_Provided data_
"""
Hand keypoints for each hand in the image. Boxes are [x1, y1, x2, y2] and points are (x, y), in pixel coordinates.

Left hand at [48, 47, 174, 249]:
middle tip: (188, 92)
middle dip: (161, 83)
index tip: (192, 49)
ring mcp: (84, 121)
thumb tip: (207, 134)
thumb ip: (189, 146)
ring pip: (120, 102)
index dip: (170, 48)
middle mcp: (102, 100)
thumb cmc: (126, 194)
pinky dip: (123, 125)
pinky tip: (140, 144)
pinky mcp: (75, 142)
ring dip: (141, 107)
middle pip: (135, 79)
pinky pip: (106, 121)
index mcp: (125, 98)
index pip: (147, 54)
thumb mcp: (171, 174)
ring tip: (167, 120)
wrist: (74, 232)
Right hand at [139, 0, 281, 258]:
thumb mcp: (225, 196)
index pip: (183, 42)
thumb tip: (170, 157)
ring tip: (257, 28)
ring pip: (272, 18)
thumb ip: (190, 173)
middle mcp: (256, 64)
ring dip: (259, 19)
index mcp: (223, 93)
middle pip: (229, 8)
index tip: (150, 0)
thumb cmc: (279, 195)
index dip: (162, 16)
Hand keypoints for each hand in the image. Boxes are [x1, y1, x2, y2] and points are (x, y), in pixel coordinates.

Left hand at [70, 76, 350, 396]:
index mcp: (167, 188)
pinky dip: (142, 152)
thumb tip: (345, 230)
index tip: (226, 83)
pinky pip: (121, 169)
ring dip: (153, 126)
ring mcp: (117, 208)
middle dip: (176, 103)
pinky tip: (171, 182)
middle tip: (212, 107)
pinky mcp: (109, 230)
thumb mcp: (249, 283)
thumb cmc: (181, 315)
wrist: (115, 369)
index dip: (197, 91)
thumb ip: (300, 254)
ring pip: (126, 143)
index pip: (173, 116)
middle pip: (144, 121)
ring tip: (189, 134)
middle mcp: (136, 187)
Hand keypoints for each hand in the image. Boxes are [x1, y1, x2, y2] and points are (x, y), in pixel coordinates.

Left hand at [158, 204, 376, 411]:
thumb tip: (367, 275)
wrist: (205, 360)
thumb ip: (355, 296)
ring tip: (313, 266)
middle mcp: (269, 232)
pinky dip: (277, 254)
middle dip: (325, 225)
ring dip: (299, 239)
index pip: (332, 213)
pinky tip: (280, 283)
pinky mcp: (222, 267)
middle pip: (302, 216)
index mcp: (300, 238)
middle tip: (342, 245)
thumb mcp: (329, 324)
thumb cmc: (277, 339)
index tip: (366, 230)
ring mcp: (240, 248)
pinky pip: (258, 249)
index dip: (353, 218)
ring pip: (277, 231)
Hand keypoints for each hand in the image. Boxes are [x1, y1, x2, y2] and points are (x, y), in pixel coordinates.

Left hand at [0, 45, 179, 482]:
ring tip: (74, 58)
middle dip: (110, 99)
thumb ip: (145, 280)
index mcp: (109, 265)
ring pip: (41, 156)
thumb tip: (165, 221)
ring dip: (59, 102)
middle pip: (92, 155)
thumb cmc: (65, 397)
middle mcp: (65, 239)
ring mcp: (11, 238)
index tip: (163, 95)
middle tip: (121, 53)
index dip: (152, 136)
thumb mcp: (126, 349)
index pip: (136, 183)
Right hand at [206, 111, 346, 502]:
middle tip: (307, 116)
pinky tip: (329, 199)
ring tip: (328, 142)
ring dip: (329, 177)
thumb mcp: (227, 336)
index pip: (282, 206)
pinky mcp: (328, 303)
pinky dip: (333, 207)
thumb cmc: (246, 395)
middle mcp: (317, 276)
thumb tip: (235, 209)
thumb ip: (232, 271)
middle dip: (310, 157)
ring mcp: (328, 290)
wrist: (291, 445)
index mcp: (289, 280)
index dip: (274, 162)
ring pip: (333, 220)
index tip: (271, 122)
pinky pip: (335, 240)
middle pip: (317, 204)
"""
_Instructions for the task_
Transcribe the lines from the first line of the records through the line that contains "thumb mcp: (225, 196)", both included, and add nothing else.

_Exercise answer_
Hand keypoints for each hand in the image. Boxes are [x1, y1, x2, y2] and points are (x, y), in pixel coordinates.

Left hand at [48, 47, 174, 249]:
middle tip: (188, 92)
middle dip: (161, 83)
index tip: (192, 49)
ring mcp: (84, 121)
thumb tip: (207, 134)
thumb ip: (189, 146)
ring pip: (120, 102)
index dip: (170, 48)
middle mcp: (102, 100)
thumb cmc: (126, 194)
pinky dip: (123, 125)
pinky tip: (140, 144)
pinky mcp: (75, 142)
ring dip: (141, 107)
middle pip: (135, 79)
pinky pip: (106, 121)
index mcp: (125, 98)
index pip: (147, 54)
thumb mcp: (171, 174)
ring tip: (167, 120)
wrist: (74, 232)
Right hand at [139, 0, 281, 258]:
thumb mcp: (225, 196)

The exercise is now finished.